Bundesfinanzminister stellt Fonds für griechische Investitionen in Aussicht

Von Anke Stefan, Athen *

Konsolidierung durch Privatisierung und Sparen – Bundesfinanzminister Wolfgang Schäuble hält den Druck auf Griechenland aufrecht. Bei einem Besuch in Athen am Donnerstag lehnte er zugleich einen zweiten Schuldenschnitt ab.

Wie es sich gehört, hatte der Besucher ein Mitbringsel im Koffer: Deutschland wolle einen Hilfsfonds zur Förderung kleiner und mittelständischer Unternehmen in Griechenland ins Leben rufen, verkündete der deutsche Finanzminister Wolfgang Schäuble (CDU) schon vor seiner Abreise nach Athen. Deutschland hat dafür 100 Millionen Euro in Aussicht gestellt. Wenn andere Länder sich beteiligten, könnte der Fonds aufgestockt werden. »Wir haben als das wirtschaftlich größte Land eine gewisse Vorbildfunktion«, sagte Wolfgang Schäuble im Interview mit dem rbb-Rundfunk am Morgen. Gleichzeitig erteilte der Finanzminister Spekulationen über einen weiteren Schuldenschnitt für Griechenland eine erneute Absage. Griechenland müsse erst einmal alle Auflagen erfüllen, dann sei man bereit, 2014 über weitere Hilfen zu reden.

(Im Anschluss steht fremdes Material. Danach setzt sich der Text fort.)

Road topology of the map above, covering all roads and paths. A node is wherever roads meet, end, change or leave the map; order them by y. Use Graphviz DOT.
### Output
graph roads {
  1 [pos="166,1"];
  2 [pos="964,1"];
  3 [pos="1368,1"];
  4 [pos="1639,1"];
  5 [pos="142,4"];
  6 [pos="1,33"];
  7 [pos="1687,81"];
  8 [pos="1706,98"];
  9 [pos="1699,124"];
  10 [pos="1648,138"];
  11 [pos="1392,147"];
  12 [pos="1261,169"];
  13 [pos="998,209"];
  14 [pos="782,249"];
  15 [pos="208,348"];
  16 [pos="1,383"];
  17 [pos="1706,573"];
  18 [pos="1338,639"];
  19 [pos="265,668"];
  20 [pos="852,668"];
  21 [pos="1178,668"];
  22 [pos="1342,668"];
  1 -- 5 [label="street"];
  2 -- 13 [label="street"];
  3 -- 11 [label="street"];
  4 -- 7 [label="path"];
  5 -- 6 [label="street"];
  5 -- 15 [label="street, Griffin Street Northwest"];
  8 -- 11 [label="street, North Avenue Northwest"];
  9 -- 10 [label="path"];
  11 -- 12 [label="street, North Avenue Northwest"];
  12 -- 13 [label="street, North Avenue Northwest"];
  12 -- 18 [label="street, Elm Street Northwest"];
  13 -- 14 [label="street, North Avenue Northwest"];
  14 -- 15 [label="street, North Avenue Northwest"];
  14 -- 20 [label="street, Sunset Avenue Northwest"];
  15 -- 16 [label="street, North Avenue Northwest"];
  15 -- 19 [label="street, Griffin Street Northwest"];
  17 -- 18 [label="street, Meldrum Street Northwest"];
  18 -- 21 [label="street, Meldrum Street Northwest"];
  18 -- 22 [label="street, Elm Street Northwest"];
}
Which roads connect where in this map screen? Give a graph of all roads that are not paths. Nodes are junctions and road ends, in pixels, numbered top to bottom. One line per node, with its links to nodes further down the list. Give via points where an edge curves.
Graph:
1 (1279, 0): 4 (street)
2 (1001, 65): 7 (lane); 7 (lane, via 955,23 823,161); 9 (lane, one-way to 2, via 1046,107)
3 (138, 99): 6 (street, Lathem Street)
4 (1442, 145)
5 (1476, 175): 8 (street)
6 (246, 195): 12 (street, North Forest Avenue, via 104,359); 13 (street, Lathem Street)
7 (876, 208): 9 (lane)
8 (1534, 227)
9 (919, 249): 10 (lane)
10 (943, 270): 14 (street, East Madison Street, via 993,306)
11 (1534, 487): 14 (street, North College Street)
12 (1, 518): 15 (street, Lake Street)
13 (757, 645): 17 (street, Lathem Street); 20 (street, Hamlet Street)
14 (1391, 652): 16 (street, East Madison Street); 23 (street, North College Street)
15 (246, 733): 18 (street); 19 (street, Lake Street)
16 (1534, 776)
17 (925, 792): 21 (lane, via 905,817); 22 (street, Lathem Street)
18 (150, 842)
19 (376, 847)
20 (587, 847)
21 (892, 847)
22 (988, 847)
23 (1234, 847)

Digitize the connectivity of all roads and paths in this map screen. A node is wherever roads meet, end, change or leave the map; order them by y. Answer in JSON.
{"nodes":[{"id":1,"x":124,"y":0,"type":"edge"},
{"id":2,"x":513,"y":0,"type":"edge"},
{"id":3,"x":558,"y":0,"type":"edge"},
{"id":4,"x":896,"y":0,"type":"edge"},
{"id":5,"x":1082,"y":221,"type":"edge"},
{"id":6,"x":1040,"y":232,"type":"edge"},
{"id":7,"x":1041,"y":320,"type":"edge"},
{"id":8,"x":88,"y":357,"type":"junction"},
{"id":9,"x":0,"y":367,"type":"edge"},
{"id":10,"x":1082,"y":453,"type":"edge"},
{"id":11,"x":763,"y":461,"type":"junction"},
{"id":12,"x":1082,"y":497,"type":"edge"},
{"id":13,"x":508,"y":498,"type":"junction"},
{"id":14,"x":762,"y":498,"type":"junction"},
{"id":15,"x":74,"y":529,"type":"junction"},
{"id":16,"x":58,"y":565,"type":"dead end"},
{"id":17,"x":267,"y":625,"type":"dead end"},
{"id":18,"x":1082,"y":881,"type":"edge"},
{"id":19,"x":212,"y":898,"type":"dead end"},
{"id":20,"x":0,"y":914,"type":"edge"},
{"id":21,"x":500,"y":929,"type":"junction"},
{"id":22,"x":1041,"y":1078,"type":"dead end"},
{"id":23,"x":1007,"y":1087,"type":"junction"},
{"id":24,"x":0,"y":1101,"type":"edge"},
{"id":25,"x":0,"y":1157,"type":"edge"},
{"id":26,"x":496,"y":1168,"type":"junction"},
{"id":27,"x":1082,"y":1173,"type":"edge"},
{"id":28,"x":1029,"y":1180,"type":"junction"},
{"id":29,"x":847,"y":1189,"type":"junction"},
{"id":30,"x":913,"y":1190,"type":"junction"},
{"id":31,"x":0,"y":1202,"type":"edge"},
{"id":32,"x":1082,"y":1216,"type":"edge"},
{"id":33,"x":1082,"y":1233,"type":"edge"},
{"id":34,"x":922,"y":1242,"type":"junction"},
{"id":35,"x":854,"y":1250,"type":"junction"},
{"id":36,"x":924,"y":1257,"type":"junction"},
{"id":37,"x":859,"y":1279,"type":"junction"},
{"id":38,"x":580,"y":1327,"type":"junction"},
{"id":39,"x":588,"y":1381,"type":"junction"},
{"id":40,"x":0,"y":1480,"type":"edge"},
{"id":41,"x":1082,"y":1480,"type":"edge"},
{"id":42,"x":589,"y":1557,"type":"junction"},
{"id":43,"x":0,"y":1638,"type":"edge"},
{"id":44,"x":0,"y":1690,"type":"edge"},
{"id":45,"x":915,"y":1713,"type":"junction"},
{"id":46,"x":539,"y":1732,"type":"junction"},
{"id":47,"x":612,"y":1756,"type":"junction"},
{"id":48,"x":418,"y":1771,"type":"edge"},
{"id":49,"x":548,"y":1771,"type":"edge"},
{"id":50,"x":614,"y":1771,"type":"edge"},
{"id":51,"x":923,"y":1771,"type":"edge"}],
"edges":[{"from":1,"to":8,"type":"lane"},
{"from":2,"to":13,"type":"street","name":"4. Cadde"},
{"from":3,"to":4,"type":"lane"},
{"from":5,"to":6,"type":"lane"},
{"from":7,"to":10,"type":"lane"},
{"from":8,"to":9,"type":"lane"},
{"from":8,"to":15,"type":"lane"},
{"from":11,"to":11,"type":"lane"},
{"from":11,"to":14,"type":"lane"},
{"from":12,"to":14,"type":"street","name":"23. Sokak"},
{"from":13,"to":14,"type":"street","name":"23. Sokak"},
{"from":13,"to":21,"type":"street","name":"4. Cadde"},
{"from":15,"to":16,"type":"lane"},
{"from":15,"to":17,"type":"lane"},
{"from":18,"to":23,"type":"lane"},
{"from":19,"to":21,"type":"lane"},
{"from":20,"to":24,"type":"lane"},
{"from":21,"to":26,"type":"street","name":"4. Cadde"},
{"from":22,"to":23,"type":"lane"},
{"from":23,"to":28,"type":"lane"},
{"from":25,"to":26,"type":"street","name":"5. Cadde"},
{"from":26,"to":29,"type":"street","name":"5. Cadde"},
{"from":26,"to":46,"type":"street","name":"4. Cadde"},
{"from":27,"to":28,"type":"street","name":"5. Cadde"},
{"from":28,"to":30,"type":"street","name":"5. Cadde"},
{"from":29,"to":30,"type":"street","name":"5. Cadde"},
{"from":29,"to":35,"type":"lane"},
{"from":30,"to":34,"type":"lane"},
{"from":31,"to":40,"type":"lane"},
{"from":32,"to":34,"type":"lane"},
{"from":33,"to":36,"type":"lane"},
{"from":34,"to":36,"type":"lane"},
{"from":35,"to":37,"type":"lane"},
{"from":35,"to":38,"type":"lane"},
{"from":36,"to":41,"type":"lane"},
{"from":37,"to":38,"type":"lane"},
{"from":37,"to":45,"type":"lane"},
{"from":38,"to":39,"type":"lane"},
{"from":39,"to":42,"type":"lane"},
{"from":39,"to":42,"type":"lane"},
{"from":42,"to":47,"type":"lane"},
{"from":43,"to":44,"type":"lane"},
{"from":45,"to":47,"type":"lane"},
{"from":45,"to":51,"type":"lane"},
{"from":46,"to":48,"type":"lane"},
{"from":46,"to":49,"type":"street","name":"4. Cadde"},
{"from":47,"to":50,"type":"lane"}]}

Schäubles Besuch fiel in eine aufgeheizte politische Stimmung in Griechenland. Am Abend zuvor hatte das Parlament in Athen unter wütenden Protesten der Bevölkerung ein weiteres Sparpaket beschlossen, das den Abbau von 15 000 Stellen in der Verwaltung vorsieht. Was Schäuble nicht von dem vergifteten Lob abhielt, er wolle den Griechen mit seiner Reise Vertrauen signalisieren und ihnen beim Aufbau leistungsfähiger Verwaltungen helfen. Dafür traf sich der Minister dann mit hochrangigen Vertretern aus Politik und Wirtschaft. Im Laufe des Tages kam es zu Gesprächen mit Ministerpräsident Antonis Samaras (Nea Dimokratia), dem Vizepremier und Außenminister Evangelos Venizelos (PASOK), dem Minister für Wirtschaftswachstum Kostis Hatzidakis und natürlich seinem Amtskollegen Giannis Stournaras. Am Abend hielt Schäuble dann vor ausgewähltem Publikum auf einer gemeinsamen Veranstaltung der Deutsch-Griechischen Handelskammer und der deutschen Botschaft in Athen eine Rede – in der er über die Situation der griechischen Wirtschaft aufklärte.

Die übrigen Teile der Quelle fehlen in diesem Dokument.